Le Glenn Research Center de la NASA mène des essais cruciaux sur une pile à combustible régénérative. Ce système, conçu pour stocker l’énergie sur la surface lunaire, pourrait alimenter les futures missions du programme Artemis. Il représente une solution de production d’électricité durable pour les habitats et les rovers.
La NASA teste un système innovant de stockage d’énergie lunaire
Le Glenn Research Center de la NASA mène des essais cruciaux sur une pile à combustible régénérative. Ce système, conçu pour stocker l’énergie sur la surface lunaire, pourrait alimenter les futures missions du programme Artemis. Il représente une solution de production d’électricité durable pour les habitats et les rovers.
Un concept d’énergie rechargeable pour la Lune
Les équipes du NASA Glenn Research Center à Cleveland préparent activement les tests d’un système de pile à combustible régénérative (RFCS). Cette technologie fonctionne comme une batterie rechargeable, offrant une solution de stockage d’énergie stratégique pour l’exploration lunaire. Son principe repose sur la combinaison d’hydrogène et d’oxygène gazeux pour produire de l’eau, de la chaleur et de l’électricité.

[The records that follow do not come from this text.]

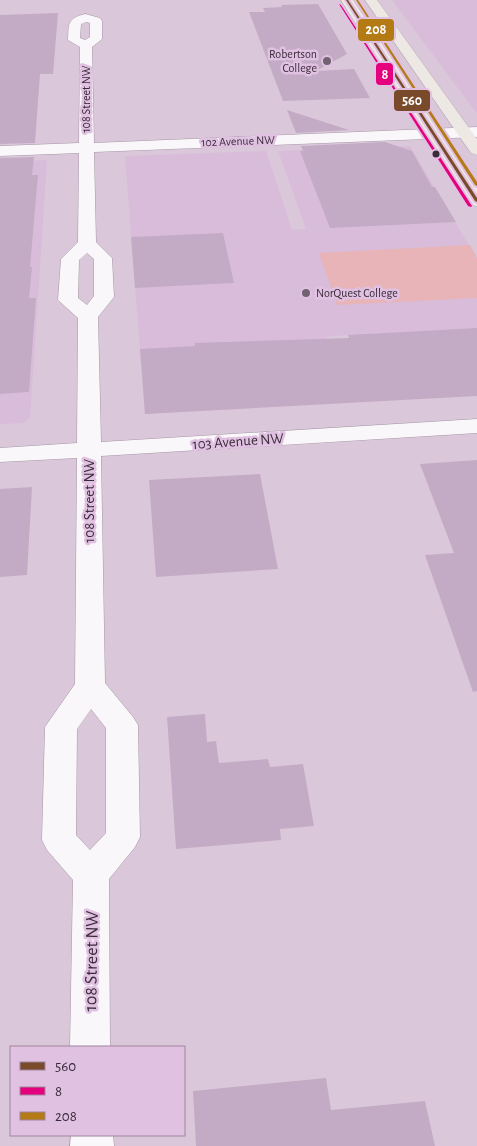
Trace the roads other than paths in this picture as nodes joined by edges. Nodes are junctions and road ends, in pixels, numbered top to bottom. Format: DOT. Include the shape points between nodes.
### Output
graph roads {
  1 [pos="347,0"];
  2 [pos="371,0"];
  3 [pos="84,4"];
  4 [pos="434,133"];
  5 [pos="471,133"];
  6 [pos="86,147"];
  7 [pos="477,150"];
  8 [pos="0,151"];
  9 [pos="477,201"];
  10 [pos="87,243"];
  11 [pos="88,316"];
  12 [pos="477,426"];
  13 [pos="88,450"];
  14 [pos="0,455"];
  15 [pos="90,686"];
  16 [pos="91,875"];
  17 [pos="90,1046"];
  1 -- 4 [label="main road"];
  2 -- 5 [label="main road"];
  3 -- 6 [label="street, 108 Street NW" via="85,18 76,22 74,40 86,45"];
  4 -- 5 [label="street, 102 Avenue NW"];
  4 -- 6 [label="street, 102 Avenue NW"];
  4 -- 9 [label="main road"];
  5 -- 7 [label="main road"];
  6 -- 8 [label="street, 102 Avenue NW"];
  6 -- 10 [label="street, 108 Street NW"];
  10 -- 11 [label="street" via="103,258 104,297"];
  10 -- 11 [label="street" via="70,259 68,300"];
  11 -- 13 [label="street, 108 Street NW"];
  12 -- 13 [label="street, 103 Avenue NW"];
  13 -- 14 [label="street, 103 Avenue NW"];
  13 -- 15 [label="street, 108 Street NW"];
  15 -- 16 [label="street" via="61,727 59,840"];
  15 -- 16 [label="street" via="122,725 123,836"];
  16 -- 17 [label="street, 108 Street NW"];
}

Pour se «recharger», le système scinde l’eau en hydrogène et oxygène, un cycle complet réalisable directement sur la surface lunaire. Le Dr Kerrigan Cain, ingénieur en chef de l’équipe, souligne son importance. «C’est une technologie idéale pour les habitats, l’exploration avec des rovers, et de nombreux systèmes envisagés dans le cadre d’Artemis», affirme-t-il.
Conception avancée et avantages opérationnels
Le système de pile à combustible régénérative, d’une longueur comparable à celle d’une berline et d’une hauteur humaine, est une prouesse d’ingénierie. Il intègre près de 270 capteurs et 1 000 composants, logés dans une structure cylindrique. Sa complexité et sa sophistication en font une ressource précieuse pour les chercheurs.

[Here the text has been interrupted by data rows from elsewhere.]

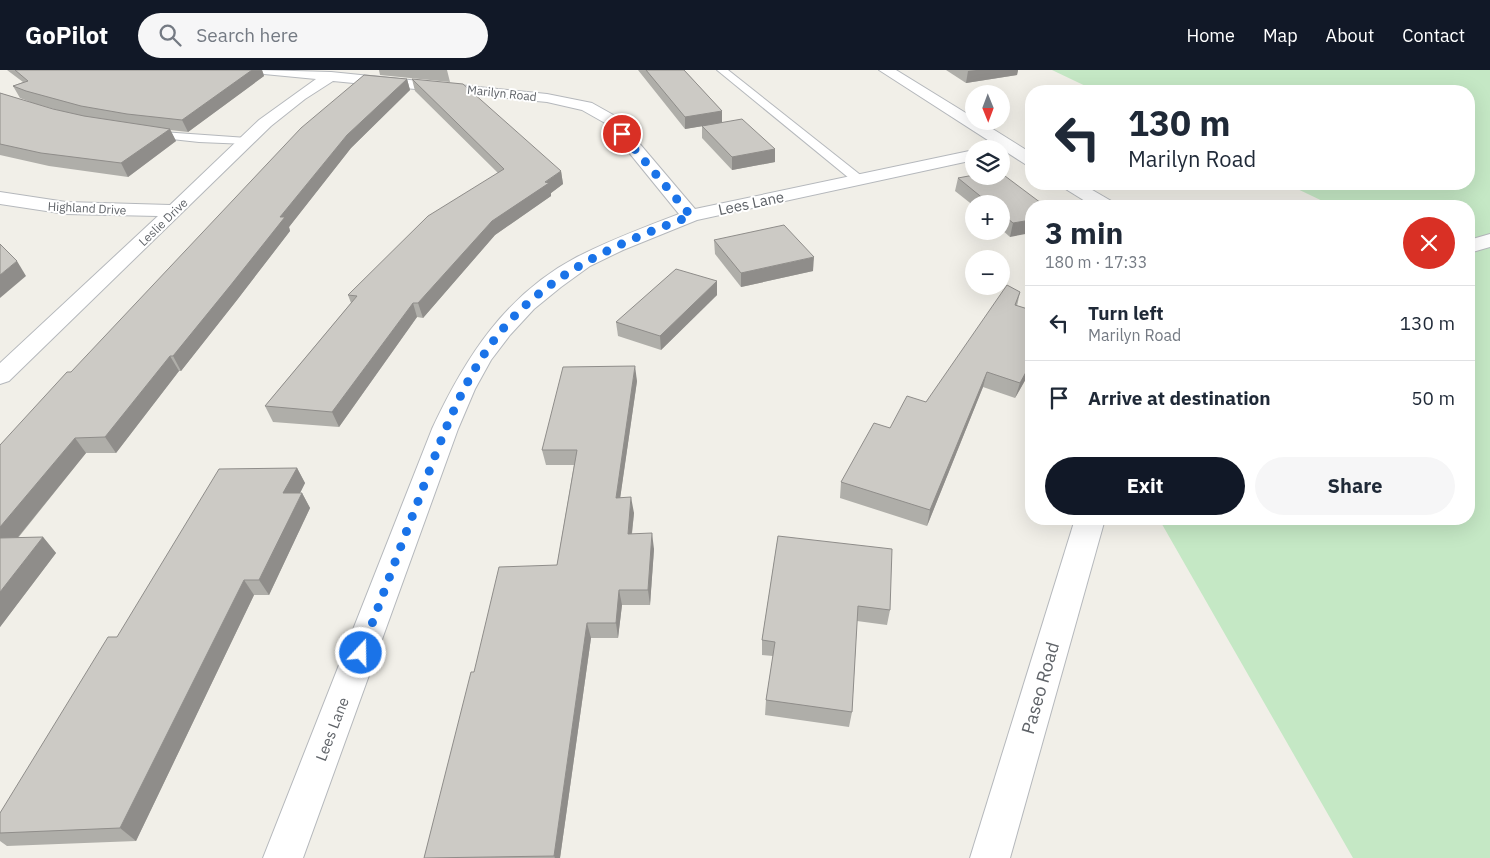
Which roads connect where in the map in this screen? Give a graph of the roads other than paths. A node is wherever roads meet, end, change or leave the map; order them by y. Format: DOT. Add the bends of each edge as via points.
graph roads {
  1 [pos="264,70"];
  2 [pos="722,70"];
  3 [pos="886,70"];
  4 [pos="331,76"];
  5 [pos="140,133"];
  6 [pos="994,140"];
  7 [pos="247,141"];
  8 [pos="1010,150"];
  9 [pos="965,157"];
  10 [pos="1025,157"];
  11 [pos="859,180"];
  12 [pos="1080,190"];
  13 [pos="0,198"];
  14 [pos="1096,200"];
  15 [pos="175,211"];
  16 [pos="691,216"];
  17 [pos="1490,240"];
  18 [pos="1475,245"];
  19 [pos="0,376"];
  20 [pos="1088,525"];
  21 [pos="283,858"];
  22 [pos="990,858"];
  1 -- 4 [label="street, Marilyn Road"];
  2 -- 11 [label="lane"];
  3 -- 6 [label="street"];
  4 -- 7 [label="street, Leslie Drive" via="281,109"];
  4 -- 16 [label="street, Marilyn Road" via="547,98 587,106 611,120"];
  5 -- 7 [label="lane"];
  7 -- 15 [label="street, Leslie Drive"];
  8 -- 10 [label="street"];
  9 -- 11 [label="street, Lees Lane"];
  11 -- 16 [label="street, Lees Lane"];
  12 -- 14 [label="street"];
  13 -- 15 [label="street, Highland Drive" via="66,208"];
  15 -- 19 [label="street, Leslie Drive"];
  16 -- 21 [label="street, Lees Lane" via="616,246 553,282 526,304 480,359 446,429"];
  17 -- 18 [label="street"];
  20 -- 22 [label="street, Paseo Road"];
}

Cette technologie présente plusieurs avantages significatifs par rapport aux systèmes de batteries comparables. Elle peut être plus légère tout en stockant la même quantité d’énergie. Surtout, elle est conçue pour opérer durant les longues et froides nuits lunaires, qui durent près de deux semaines terrestres. La capacité de recharge sur place garantit également une utilisation optimisée des ressources, réduisant le besoin d’approvisionnements constants depuis la Terre.

Une phase de tests décisive au NASA Glenn
Ces essais représentent l’aboutissement de plus de cinq années de travail de conception et d’assemblage au NASA Glenn. Après une phase d’essais initiaux visant à comprendre les fondamentaux de la technologie, l’équipe franchit maintenant une étape majeure. Pour la première fois, elle s’apprête à opérer le système complet en stockant l’hydrogène et l’oxygène gazeux générés durant la phase de recharge.
Les chercheurs espèrent collecter des données cruciales, identifier d’éventuels défis supplémentaires et faire progresser la technologie vers une future mission lunaire. Les opérations se déroulent à distance depuis une salle de contrôle, le système étant autonome une fois démarré dans le Fuel Cell Testing Laboratory. «Ces tests généreront des données cruciales, chaque jour est donc stimulant», précise le Dr Cain.

Vers une présence humaine durable sur la Lune
Le développement d’une présence humaine durable et à long terme sur la Lune nécessite des solutions de puissance et de stockage d’énergie robustes. Le système de pile à combustible régénérative s’inscrit parfaitement dans cette stratégie, comme l’explique le Dr Cain. Il contribue à l’objectif plus large du programme Artemis de la NASA, qui vise à établir une exploration lunaire durable.
En fournissant une source d’énergie fiable et autonome, cette technologie est fondamentale pour la viabilité des bases lunaires permanentes, la mobilité des rovers et les opérations scientifiques à long terme. Elle représente un pas concret vers l’autonomie énergétique des missions humaines au-delà de l’orbite terrestre basse, ouvrant la voie à de futures explorations martiennes.